Kri­ti­sche Töne von der Larve
Das Anggewegglimaitli gibt seine Bänke in Versform zum Besten. Begleitet von Musik und ­jeweils einer zum Vers passenden Illustration.
Bild: © Schnit­zel­bank-Comi­té Basel, zVg Kat­ja Koopmann

Kri­ti­sche Töne von der Larve

Portrait einer Schnitzelbankfigur

Sie gehören zur Basler Fasnacht wie der Morgestraich und die Mehlsuppe – die Schnitzelbänke. Wir werfen einen ­exklusiven Blick auf das Leben und Denken einer Figur.
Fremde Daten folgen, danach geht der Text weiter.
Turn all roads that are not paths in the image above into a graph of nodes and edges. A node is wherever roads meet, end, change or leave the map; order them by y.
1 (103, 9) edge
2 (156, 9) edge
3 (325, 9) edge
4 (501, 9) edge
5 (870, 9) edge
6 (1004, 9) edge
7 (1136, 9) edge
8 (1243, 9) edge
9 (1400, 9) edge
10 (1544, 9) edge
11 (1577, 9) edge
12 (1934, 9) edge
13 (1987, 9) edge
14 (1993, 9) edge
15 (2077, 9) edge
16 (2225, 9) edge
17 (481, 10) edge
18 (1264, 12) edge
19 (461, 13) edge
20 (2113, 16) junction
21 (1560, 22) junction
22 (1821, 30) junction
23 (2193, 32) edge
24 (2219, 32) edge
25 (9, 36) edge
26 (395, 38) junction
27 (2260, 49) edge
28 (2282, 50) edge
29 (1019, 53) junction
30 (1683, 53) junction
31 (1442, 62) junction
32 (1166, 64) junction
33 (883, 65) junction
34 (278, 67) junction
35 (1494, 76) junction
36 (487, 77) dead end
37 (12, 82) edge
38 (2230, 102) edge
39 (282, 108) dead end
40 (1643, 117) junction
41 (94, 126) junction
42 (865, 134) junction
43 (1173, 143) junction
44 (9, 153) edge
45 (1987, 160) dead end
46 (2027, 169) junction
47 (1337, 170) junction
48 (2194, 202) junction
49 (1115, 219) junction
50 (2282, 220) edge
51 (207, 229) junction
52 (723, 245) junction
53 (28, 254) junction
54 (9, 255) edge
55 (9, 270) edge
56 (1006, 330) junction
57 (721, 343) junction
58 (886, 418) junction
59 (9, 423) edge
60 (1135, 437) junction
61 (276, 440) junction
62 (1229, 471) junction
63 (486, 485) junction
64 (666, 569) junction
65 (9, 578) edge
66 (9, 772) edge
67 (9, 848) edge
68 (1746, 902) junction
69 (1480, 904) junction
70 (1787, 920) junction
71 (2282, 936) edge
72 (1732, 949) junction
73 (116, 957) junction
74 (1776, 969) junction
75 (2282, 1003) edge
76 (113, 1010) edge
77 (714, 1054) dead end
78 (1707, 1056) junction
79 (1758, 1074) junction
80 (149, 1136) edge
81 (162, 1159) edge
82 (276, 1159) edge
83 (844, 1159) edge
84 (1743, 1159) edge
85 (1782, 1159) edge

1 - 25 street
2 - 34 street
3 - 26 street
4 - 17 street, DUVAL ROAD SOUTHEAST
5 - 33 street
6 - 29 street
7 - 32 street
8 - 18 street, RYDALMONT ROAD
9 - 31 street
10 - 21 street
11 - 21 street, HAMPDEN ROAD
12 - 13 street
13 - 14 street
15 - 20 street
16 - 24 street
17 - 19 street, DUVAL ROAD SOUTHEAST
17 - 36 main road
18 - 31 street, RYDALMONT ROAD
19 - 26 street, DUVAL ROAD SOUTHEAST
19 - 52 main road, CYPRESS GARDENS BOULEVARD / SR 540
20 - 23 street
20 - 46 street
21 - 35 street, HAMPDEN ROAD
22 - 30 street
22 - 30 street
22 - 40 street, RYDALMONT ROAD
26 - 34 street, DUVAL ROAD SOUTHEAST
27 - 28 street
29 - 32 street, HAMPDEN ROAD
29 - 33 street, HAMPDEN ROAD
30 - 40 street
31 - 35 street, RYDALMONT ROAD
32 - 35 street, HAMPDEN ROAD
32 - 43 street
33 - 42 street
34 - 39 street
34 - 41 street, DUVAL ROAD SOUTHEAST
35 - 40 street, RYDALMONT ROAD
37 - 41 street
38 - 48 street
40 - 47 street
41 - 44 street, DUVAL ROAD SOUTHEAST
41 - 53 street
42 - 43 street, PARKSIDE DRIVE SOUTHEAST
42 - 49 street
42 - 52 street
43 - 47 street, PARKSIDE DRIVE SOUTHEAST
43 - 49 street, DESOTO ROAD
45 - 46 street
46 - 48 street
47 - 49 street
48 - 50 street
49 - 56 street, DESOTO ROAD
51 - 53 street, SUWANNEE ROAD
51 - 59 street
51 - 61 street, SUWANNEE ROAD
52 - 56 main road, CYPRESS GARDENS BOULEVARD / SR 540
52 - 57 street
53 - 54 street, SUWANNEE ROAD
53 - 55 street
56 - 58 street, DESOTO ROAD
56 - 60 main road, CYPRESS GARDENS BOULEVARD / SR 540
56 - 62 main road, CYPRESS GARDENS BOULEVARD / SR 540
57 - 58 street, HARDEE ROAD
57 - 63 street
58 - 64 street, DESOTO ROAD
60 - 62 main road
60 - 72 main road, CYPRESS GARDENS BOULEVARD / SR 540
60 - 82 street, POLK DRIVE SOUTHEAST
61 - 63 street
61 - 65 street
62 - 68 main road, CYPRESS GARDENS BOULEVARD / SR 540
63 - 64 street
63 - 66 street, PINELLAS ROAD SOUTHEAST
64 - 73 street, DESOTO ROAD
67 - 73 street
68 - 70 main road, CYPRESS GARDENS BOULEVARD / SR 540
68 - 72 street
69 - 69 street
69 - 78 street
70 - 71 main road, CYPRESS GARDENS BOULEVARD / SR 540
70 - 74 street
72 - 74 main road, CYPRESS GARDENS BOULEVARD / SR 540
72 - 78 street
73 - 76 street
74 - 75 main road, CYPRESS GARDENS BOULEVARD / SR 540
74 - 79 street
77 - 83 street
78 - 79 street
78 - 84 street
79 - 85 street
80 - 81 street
Die mei­sten von Ihnen haben sicher­lich bereits im Kinds­gi von ihm gehört, bes­ser gesagt von ihm gesun­gen: «Hin­der em Münsch­ter het en Ang­ge­weg­gli­ma­it­li But­ter­weggli feil …» Das Ang­ge­weg­gli­ma­it­li ist als Tra­di­ti­ons­fi­gur bekannt, die hin­ter dem Mün­ster Bröt­chen backt und ver­kauft – aber auch an der Bas­ler Fas­nacht, als Schnit­zel­bank. Seit 18 Jah­ren ist es bereits dabei und spricht, als eine der weni­gen weib­li­chen Schnit­zel­bän­ke, in sei­nen Ver­sen unter ande­rem Frau­en­the­men an. «Es darf auch gern mal ein biss­chen gegen die Män­ner gehen», sagt es lachend. Die Frau­en mit ihren The­men in den Vor­der­grund stel­len und der Män­ner­welt auf iro­ni­sche, kecke Wei­se den Spie­gel vor­hal­ten, das ist Teil des Sujet­repertoires des Anggewegglimaitlis.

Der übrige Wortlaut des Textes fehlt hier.